And the barn tonight, which brought me to tears and then a moment later brought me to my knees in fear. first trying to squeeze just another couple of buckets of water from well, and rain barrel so they all can have enough to drink thru the night. their impatience to get into the barn as I told them to wait, let me get this done. and then suddenly, the explosion of a dozen shooting fireworks across the field, right over their heads and the panic as they all ran in fear into the dark. oh god, Spritely's leg, what if Gideon fell, and i couldn't see any of them or where they had gone.
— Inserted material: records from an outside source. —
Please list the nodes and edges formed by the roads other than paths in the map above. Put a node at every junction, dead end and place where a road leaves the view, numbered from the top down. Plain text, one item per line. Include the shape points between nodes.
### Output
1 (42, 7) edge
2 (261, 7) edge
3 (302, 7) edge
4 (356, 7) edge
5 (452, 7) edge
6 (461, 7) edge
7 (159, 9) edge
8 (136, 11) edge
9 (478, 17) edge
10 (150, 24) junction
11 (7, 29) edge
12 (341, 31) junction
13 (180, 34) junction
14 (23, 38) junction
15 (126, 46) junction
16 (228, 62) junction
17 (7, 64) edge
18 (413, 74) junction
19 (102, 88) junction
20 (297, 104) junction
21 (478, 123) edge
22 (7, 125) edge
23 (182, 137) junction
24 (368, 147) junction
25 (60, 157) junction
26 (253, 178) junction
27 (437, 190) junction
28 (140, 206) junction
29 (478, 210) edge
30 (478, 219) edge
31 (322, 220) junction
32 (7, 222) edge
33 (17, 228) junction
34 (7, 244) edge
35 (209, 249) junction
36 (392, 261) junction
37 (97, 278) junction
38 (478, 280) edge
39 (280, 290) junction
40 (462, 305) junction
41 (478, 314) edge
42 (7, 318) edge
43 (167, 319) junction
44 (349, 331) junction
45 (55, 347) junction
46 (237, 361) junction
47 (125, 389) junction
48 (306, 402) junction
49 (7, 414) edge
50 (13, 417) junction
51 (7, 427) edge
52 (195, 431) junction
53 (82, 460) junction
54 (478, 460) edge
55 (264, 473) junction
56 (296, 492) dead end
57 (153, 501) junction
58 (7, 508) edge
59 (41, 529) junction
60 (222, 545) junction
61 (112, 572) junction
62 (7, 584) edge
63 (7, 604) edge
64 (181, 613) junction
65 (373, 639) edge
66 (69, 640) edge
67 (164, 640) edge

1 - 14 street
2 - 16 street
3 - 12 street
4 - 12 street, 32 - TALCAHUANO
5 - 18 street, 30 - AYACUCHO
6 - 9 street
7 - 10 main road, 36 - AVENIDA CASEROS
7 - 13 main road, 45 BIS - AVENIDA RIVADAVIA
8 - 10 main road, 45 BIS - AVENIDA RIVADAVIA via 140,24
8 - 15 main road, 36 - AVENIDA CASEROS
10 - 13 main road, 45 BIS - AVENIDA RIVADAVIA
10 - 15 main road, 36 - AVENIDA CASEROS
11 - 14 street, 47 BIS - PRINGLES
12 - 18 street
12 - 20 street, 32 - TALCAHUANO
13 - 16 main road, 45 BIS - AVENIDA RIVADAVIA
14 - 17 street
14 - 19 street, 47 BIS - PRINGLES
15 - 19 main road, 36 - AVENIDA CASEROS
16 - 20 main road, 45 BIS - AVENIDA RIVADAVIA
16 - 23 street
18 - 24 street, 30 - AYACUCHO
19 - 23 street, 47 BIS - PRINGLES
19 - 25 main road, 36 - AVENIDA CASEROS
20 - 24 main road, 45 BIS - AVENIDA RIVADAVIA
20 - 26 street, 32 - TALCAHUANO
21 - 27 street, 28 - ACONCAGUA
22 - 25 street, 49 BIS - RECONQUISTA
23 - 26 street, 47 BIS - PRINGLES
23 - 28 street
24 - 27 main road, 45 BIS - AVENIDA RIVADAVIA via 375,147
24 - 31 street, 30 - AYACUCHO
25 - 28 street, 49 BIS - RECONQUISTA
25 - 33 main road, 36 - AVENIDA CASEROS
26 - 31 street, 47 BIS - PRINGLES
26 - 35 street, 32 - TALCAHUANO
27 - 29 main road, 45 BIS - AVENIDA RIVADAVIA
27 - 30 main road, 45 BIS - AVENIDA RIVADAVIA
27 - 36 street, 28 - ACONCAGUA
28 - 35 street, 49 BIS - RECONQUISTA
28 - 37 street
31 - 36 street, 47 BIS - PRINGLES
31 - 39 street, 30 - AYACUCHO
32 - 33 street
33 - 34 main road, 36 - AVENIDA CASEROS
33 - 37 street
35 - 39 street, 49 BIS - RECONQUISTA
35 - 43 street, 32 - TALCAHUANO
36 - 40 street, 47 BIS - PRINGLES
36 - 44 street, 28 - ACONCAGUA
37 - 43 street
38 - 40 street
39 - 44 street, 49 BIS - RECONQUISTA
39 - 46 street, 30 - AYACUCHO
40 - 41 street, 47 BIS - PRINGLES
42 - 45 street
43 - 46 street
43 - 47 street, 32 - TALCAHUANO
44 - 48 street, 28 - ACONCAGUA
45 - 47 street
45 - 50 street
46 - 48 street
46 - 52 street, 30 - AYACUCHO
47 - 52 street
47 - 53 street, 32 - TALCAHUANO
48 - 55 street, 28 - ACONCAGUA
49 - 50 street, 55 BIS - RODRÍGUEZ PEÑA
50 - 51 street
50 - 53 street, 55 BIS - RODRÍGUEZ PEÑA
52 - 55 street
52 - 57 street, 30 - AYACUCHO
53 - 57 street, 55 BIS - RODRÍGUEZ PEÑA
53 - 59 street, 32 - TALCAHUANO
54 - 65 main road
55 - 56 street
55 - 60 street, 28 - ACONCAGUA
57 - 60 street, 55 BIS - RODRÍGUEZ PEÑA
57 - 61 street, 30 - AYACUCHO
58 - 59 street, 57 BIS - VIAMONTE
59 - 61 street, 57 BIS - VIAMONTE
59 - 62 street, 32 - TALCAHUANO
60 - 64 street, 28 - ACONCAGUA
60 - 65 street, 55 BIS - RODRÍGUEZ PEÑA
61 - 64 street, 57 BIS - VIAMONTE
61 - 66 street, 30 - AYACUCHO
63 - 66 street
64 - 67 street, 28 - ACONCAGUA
I yelled at the kids to please wait, let me get the horses into the barn, and the kids shouted back "sorry" and moved further down the road towards the school to set them off. closer to the dogs, closer to my neighbors horses out in their field. closer to that rabbit still loose in the school yard.
there is a not very nice person that i once encountered who's simplistic answer to overwhelmed rescuers was, "if you can't look after the ones you have, you have too many" a simple answer, but what if you can look after them on most days. but some days you are weak, or sore, or tired and some days there are firecrackers flying thru the sky, and somedays there is no water, or a huge, unexpected vet bill and no money, or numerous deaths in a short period of time, or really hard, emotional days at work, or a conflict with a friend or family member. what if on some days everything goes wrong or nothing goes right. what if on those days you have too many but on most days you have just the right amount. and how do you say on the good days, you cannot come here and we will not help you just because tomoorw might be hard?
it is the doubt that sucks me dry and it is fear that sometimes paralyzes me, and it is the burden of their well being and happiness that torments me. it is the expectations of myself and others that brings me low and days like today, simply suck.
ok, i am done, thx.
i will post it at the top.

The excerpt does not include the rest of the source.